Rand Paul, who called himself the "one true fiscal conservative" in the race, advocated cutting military spending and requiring warrants for domestic surveillance, but his tone was also notably more optimistic. "I don't think you have to give up your liberty for a false sense of security," he said. He spoke movingly about trying to fix the criminal justice system so that the war on drugs doesn't "unfairly incarcerate another generation of young African-American males."

Bush said that America "should be a welcoming nation," including to immigrants, adding that "you can deal with the threat of terror and also recognize that this country should be aspirational across the board." He also took on Trump, saying the GOP frontrunner "believed that in reaction to people's fears that we should ban all Muslims. Well, that creates an environment that's toxic in our own country."

The big cheerleader for hope, though, was Kasich. "We cannot fix things in this country — the Social Security, the border, balancing the budget, getting wages to grow faster — unless we lead as conservatives, but we also invite people in from the other party," he said. "We have to come together as a country. And we have to stop all the divisions." While most Republicans have been painting government as the problem, Kasich disagreed: "We have to have an attitude when we're in government of servinghood. That's what really matters. We serve you. You don't serve us." And regarding ISIS and other threats, he added, "we're going to be just fine and America is going to continue to lead the world."

In case it wasn't clear, Kasich assured voters that he's "an optimist," explaining:

We can in fact create jobs and provide job security. We can create a situation where wages begin to rise. We can create a situation for our children to be able to get a decent job to pay down their college debt. We can re-assume our role in the world. But all of this has to come together when we have a positive attitude, an optimistic approach, an ability for us to set the tune as conservatives, to invite other people in to be part of that orchestra. [Kasich, GOP debate]

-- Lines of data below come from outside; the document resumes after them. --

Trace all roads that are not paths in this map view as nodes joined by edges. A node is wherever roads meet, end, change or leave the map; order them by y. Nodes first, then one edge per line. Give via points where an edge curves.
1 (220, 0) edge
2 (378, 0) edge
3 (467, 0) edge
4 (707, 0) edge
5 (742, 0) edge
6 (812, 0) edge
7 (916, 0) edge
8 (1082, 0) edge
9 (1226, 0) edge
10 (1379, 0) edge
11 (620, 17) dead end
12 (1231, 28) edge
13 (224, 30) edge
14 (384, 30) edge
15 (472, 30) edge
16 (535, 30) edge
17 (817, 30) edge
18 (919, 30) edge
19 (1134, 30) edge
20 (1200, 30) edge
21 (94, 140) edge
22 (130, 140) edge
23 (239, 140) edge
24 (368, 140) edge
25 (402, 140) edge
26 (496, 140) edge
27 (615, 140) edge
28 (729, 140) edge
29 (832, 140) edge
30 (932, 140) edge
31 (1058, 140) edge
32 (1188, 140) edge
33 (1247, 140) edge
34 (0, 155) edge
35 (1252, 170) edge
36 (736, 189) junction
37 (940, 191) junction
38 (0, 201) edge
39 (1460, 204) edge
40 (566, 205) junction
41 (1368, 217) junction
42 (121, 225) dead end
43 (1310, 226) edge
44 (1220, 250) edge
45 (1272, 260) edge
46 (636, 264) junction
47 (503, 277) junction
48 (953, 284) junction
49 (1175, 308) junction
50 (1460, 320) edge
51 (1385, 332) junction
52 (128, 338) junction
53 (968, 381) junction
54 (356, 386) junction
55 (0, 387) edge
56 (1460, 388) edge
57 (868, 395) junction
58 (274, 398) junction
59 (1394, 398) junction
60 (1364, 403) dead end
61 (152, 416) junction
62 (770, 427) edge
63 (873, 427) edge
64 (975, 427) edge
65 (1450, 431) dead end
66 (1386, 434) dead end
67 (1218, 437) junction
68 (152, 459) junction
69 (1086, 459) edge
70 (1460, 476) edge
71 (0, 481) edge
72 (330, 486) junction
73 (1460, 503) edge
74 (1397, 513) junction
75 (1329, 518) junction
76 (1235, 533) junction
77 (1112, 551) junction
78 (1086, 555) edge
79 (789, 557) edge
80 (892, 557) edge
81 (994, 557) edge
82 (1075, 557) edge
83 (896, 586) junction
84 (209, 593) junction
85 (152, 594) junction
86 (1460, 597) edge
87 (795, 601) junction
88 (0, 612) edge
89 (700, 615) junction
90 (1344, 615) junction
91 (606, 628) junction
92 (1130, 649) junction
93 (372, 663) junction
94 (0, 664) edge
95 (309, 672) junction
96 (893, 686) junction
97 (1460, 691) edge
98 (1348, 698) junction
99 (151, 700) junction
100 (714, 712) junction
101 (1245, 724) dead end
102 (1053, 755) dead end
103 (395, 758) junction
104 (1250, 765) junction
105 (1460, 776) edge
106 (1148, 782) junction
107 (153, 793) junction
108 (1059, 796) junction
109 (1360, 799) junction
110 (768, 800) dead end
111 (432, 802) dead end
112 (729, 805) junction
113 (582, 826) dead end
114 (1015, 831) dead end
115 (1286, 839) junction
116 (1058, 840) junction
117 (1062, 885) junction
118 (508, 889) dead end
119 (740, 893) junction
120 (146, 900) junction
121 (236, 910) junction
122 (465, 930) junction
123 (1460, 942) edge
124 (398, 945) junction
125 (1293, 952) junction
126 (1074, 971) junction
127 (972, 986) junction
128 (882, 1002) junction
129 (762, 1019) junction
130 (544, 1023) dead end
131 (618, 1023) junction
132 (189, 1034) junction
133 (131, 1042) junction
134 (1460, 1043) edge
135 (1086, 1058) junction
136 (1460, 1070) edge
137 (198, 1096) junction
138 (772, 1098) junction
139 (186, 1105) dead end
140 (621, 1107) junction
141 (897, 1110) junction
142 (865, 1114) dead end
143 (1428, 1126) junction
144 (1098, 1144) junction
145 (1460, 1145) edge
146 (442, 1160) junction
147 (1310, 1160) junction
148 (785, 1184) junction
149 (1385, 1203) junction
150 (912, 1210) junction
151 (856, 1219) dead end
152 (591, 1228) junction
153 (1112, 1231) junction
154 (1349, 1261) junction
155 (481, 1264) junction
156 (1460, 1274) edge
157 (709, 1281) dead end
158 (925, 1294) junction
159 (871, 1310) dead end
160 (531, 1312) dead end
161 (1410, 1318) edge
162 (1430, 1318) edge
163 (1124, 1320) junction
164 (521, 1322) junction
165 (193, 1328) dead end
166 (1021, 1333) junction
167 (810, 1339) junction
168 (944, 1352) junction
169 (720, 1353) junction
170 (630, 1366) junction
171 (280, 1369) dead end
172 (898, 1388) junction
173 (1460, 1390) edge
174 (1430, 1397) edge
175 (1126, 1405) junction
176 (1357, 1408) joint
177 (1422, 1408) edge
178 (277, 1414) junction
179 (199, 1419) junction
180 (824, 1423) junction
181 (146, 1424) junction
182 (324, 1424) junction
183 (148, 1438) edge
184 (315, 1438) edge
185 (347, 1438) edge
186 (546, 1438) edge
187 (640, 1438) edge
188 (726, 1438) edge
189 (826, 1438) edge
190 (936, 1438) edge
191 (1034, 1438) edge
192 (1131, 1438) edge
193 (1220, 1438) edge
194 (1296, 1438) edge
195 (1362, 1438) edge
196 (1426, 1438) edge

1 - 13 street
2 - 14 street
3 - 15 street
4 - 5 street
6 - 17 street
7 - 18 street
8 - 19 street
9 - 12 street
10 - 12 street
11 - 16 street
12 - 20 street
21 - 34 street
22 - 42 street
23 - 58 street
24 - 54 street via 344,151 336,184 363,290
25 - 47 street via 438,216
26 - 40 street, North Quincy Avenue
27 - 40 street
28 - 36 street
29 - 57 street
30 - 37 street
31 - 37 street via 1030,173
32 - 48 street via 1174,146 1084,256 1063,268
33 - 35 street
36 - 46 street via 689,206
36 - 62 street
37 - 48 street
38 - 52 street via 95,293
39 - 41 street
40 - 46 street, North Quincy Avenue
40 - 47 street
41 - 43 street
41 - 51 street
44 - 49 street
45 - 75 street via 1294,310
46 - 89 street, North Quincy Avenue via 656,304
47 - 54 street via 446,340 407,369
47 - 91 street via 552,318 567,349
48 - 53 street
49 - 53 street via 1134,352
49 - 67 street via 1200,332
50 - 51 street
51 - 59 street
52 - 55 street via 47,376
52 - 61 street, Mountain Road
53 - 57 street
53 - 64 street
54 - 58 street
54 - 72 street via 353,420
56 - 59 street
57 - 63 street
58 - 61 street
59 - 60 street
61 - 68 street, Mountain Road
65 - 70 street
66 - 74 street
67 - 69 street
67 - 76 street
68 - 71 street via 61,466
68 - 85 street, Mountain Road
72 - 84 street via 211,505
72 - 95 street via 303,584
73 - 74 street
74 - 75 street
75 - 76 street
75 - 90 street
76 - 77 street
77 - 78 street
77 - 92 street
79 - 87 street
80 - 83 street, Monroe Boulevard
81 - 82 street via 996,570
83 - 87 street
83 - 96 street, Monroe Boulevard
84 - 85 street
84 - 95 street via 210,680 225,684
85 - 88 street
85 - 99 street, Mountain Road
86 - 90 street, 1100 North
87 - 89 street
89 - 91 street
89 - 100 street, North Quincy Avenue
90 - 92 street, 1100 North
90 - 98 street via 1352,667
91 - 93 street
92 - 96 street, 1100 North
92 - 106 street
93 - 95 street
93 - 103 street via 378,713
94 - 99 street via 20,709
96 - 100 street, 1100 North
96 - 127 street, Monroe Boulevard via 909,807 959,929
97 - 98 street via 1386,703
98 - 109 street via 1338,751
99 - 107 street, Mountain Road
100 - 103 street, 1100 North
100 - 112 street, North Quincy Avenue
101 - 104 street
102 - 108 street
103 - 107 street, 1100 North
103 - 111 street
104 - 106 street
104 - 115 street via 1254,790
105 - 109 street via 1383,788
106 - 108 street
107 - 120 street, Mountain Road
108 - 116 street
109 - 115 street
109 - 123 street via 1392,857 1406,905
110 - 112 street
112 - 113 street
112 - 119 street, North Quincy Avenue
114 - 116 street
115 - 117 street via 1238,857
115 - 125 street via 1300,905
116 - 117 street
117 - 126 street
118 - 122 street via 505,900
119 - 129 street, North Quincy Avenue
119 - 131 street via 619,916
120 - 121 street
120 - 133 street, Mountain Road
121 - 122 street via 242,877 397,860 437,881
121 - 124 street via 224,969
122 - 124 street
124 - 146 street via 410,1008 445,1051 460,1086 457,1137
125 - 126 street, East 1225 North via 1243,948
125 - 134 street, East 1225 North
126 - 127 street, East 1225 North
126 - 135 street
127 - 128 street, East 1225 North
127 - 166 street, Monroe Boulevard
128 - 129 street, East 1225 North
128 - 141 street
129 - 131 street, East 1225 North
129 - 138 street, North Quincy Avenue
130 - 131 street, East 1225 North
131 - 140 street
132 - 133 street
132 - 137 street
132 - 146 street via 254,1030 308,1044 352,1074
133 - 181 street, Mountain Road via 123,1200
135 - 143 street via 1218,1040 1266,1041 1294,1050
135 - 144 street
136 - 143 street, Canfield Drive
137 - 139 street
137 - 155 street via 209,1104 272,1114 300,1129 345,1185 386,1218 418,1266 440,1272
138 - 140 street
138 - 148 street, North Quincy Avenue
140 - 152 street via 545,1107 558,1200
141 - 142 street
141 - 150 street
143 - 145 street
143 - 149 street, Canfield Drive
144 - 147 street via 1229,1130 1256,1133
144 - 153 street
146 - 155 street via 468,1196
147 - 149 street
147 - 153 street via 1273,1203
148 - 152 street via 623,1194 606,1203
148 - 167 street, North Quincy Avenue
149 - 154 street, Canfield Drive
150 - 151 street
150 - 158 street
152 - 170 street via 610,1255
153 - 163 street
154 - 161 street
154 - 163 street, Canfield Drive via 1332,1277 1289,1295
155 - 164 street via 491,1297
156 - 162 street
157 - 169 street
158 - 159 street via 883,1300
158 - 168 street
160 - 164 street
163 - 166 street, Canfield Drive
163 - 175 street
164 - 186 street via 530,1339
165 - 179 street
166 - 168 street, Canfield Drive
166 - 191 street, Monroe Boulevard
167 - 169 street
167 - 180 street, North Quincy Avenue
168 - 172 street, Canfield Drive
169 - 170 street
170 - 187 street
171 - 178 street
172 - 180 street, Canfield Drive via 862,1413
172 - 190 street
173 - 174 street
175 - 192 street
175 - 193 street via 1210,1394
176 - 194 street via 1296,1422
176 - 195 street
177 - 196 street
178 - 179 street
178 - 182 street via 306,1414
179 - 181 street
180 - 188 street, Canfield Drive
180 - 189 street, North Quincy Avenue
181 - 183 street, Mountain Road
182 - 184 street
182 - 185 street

It's two different sets of visions of where America is now. The question is whether the country needs some tinkering or a massive effort to save it from imminent destruction. Iowa Republicans will have the first shot at endorsing one of those two worldviews on Monday. Will they choose hope or fear?

We'll find out in a few days, but it's probably worth noting that Team Hope was on the outer, lower-polling ends of the stage, while Team Rage occupied the center.